Show HN: Gramara – English grammar correction via transformers - Jack000
https://gramara.com/
======
Jack000
Been working on this for the past year. This is a grammar correction tool that
uses modern (transformer-based) NLP techniques for fluency edits. Basically it
helps you write more fluently if you're not a native English speaker.

A lot of my family members are English-learners, and I found that they
struggled to use Grammarly and similar tools - 1. These tools assume that your
input is mostly correct, whereas for English-learners the entire sentence
needs to be rewritten/re-interpreted 2. They don't parse your text for
semantics, and often come up with nonsensical recommendations if your English
is particularly broken 3. English speakers don't actually write in a
completely grammatical way, but often in terse sentence fragments. To be more
"fluent", some grammatical errors can actually help.
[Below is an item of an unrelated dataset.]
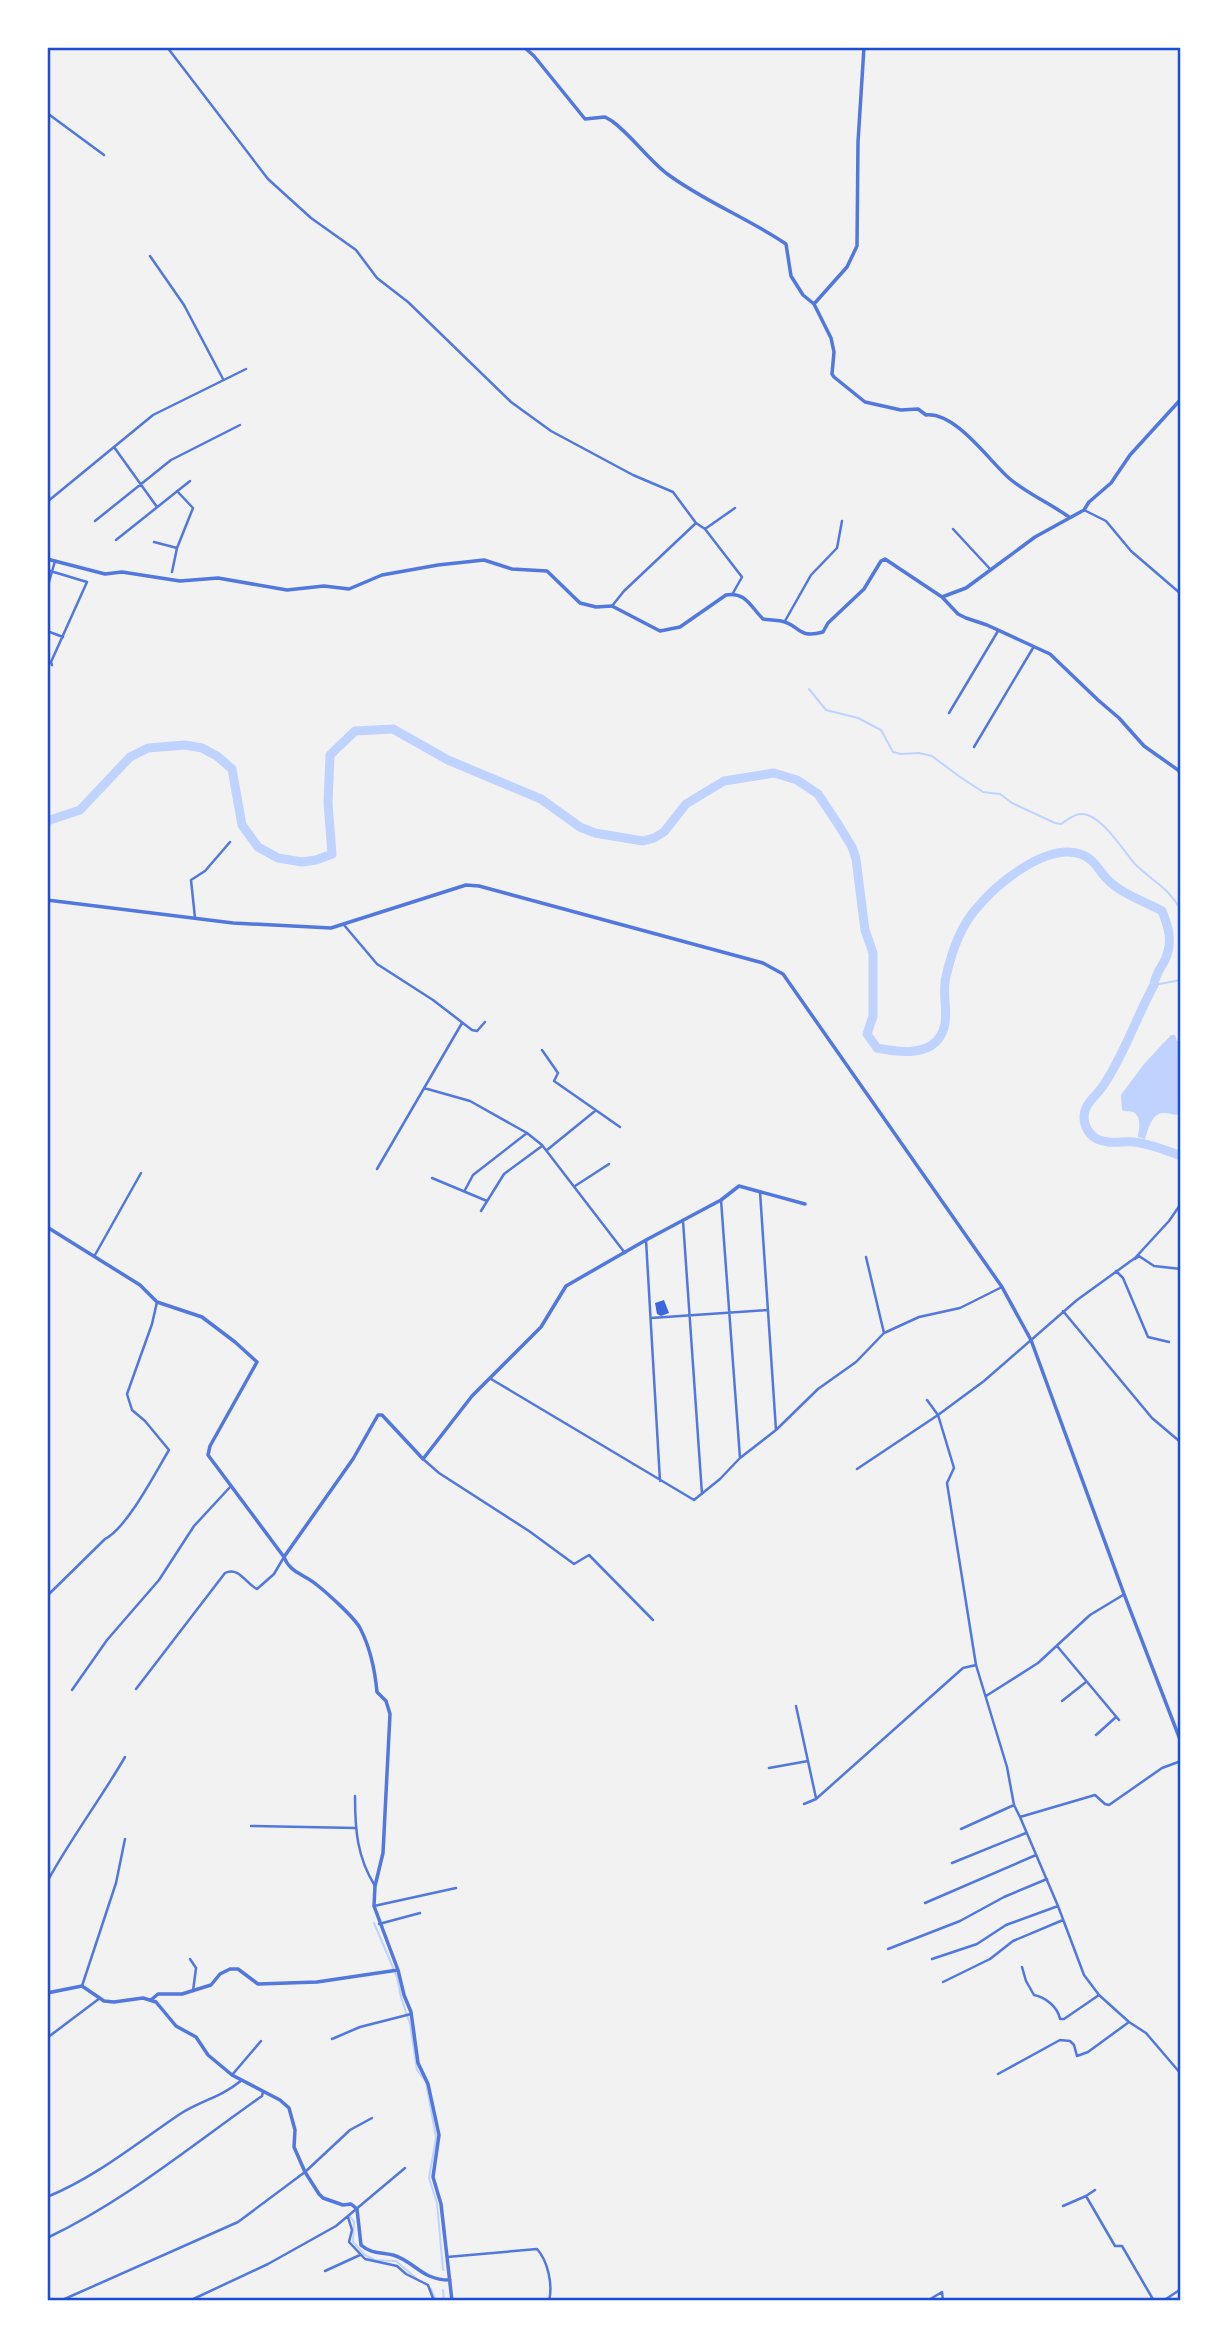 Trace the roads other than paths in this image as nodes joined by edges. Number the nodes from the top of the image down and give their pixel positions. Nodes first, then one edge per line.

I built this tool to address this specific niche. In the backend there is a
vanilla seq2seq transformer model, trained on a small corpus of parallel data
combined with data augmentation and backtranslation. It basically treats
grammar correction as a NMT problem, although I don't think this is a new
approach.

here's an example of a sentence that requires fluency translation, which is
not handled well by grammarly etc:

"Because we are a few numbers of people at our store, it has been very
inconvenienced for those who have been difficult to connect to the phone."

The app has a toggle for English level, which switches the model depending on
your English proficiency. For the higher level the app acts more as a
paraphrase tool.

some other real life examples:

The link shared is not working. Please do the needful at the earliest.

Please share me a new link. I used the last link you forward to me.